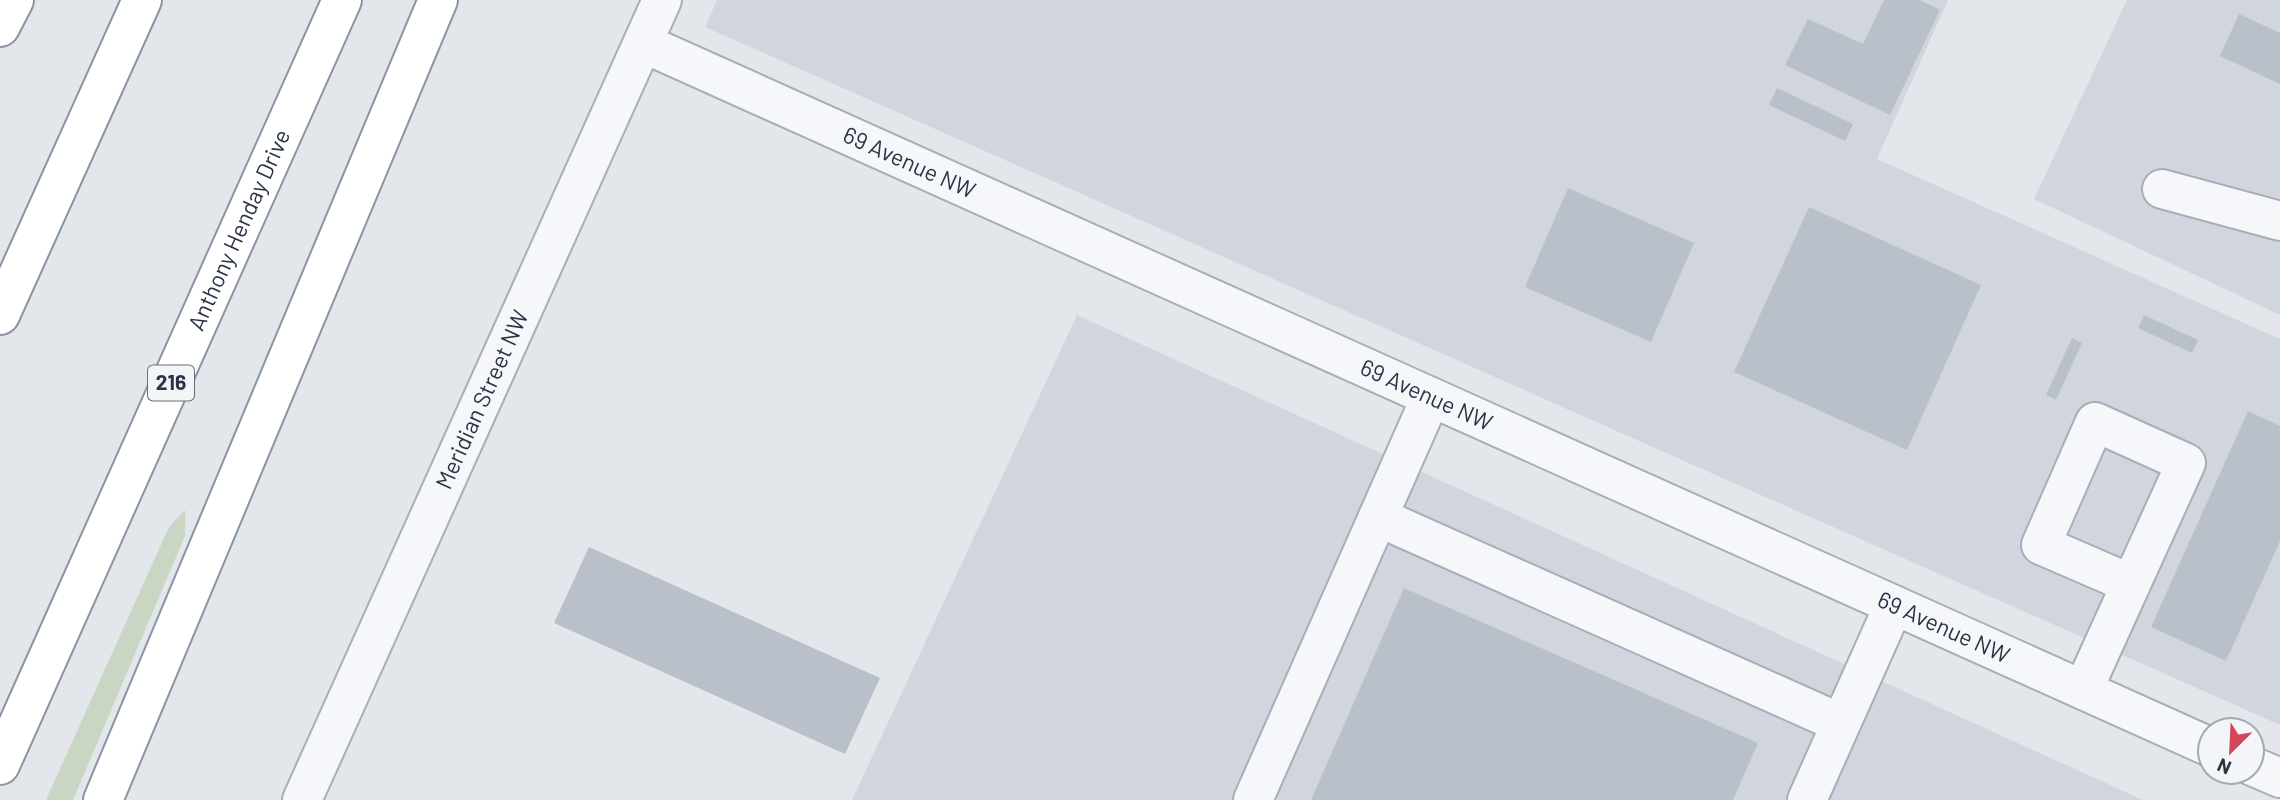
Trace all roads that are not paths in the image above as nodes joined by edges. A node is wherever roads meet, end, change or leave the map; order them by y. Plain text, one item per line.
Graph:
1 (14, 0) edge
2 (142, 0) edge
3 (342, 0) edge
4 (438, 0) edge
5 (662, 0) edge
6 (0, 27) edge
7 (643, 43) junction
8 (2162, 189) dead end
9 (2280, 221) edge
10 (0, 315) edge
11 (1430, 397) junction
12 (1378, 517) junction
13 (2131, 584) dead end
14 (1894, 605) junction
15 (2083, 690) junction
16 (1840, 723) junction
17 (2196, 741) edge
18 (0, 765) edge
19 (103, 800) edge
20 (302, 800) edge
21 (1253, 800) edge
22 (1807, 800) edge

1 - 6 highway
2 - 10 highway
3 - 18 highway, Anthony Henday Drive / 216
4 - 19 highway
5 - 7 street, Meridian Street NW
7 - 11 street, 69 Avenue NW
7 - 20 street, Meridian Street NW
8 - 9 street
11 - 12 street
11 - 14 street, 69 Avenue NW
12 - 16 street
12 - 21 street
13 - 15 street
14 - 15 street, 69 Avenue NW
14 - 16 street
15 - 17 street, 69 Avenue NW
16 - 22 street

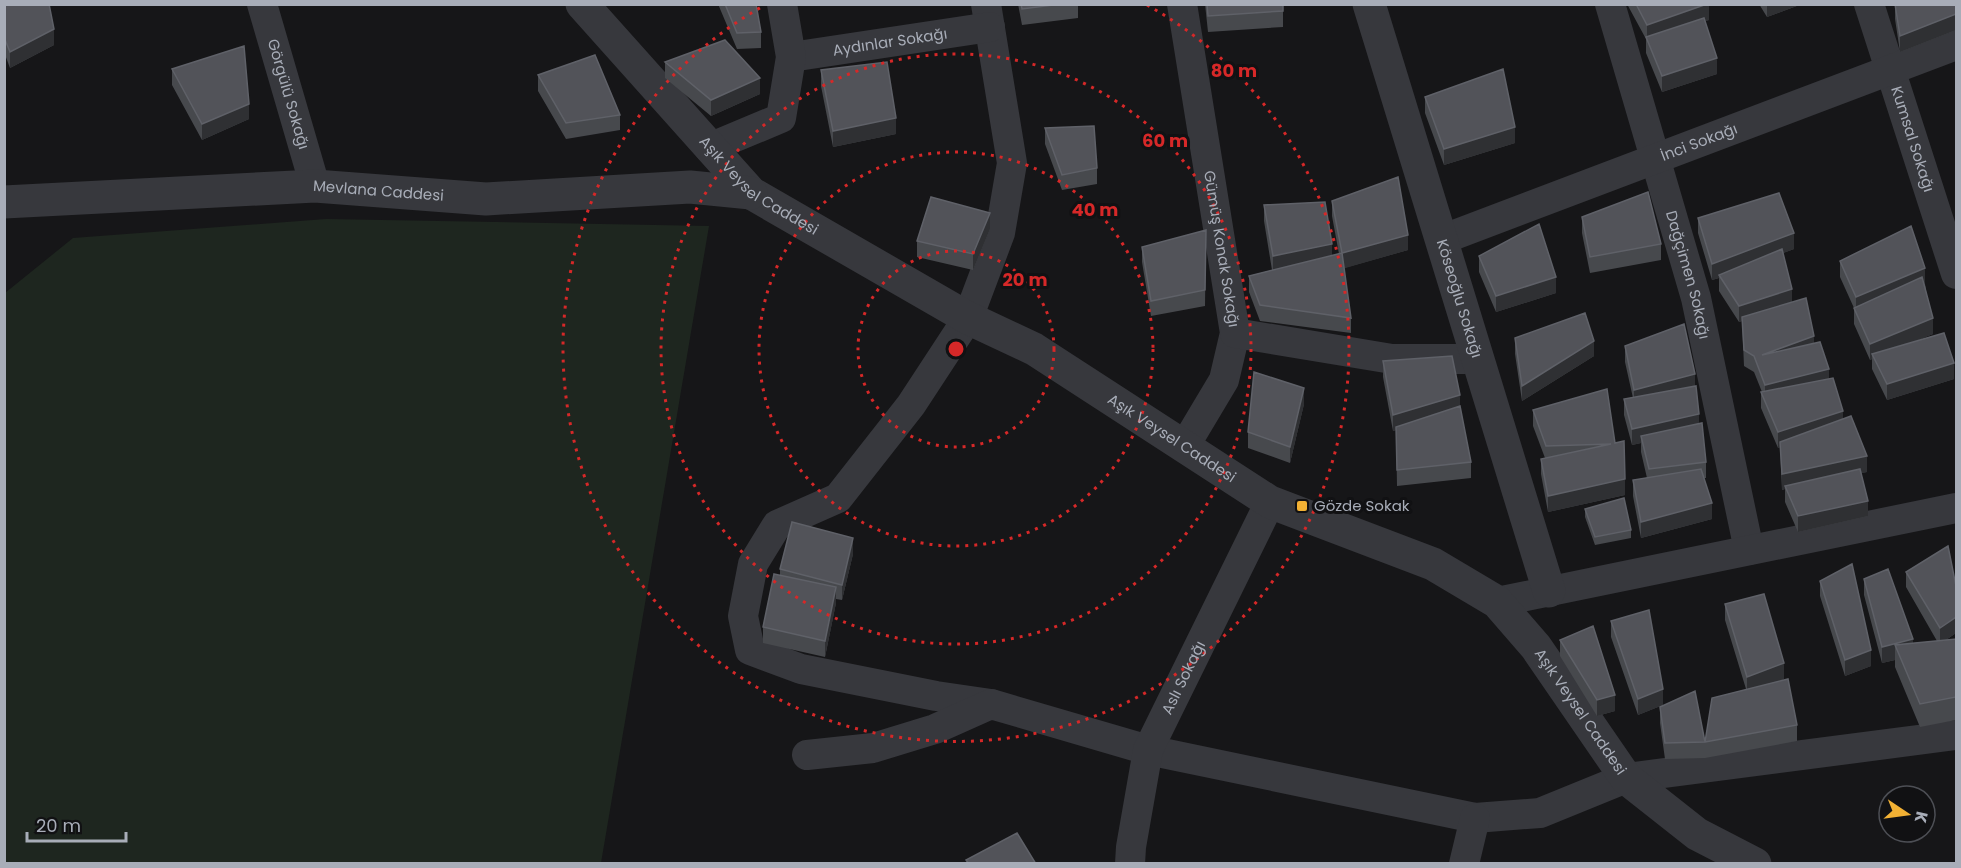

....

The expected answer is the data retyped exactly, without pictures.

▸ RESPONSE AREA
Trace all roads that are not paths in the image above as nodes joined by edges. A node is wherever roads meet, end, change or leave the map; order them by y. Plain text, one item per line.
Graph:
1 (14, 0) edge
2 (142, 0) edge
3 (342, 0) edge
4 (438, 0) edge
5 (662, 0) edge
6 (0, 27) edge
7 (643, 43) junction
8 (2162, 189) dead end
9 (2280, 221) edge
10 (0, 315) edge
11 (1430, 397) junction
12 (1378, 517) junction
13 (2131, 584) dead end
14 (1894, 605) junction
15 (2083, 690) junction
16 (1840, 723) junction
17 (2196, 741) edge
18 (0, 765) edge
19 (103, 800) edge
20 (302, 800) edge
21 (1253, 800) edge
22 (1807, 800) edge

1 - 6 highway
2 - 10 highway
3 - 18 highway, Anthony Henday Drive / 216
4 - 19 highway
5 - 7 street, Meridian Street NW
7 - 11 street, 69 Avenue NW
7 - 20 street, Meridian Street NW
8 - 9 street
11 - 12 street
11 - 14 street, 69 Avenue NW
12 - 16 street
12 - 21 street
13 - 15 street
14 - 15 street, 69 Avenue NW
14 - 16 street
15 - 17 street, 69 Avenue NW
16 - 22 street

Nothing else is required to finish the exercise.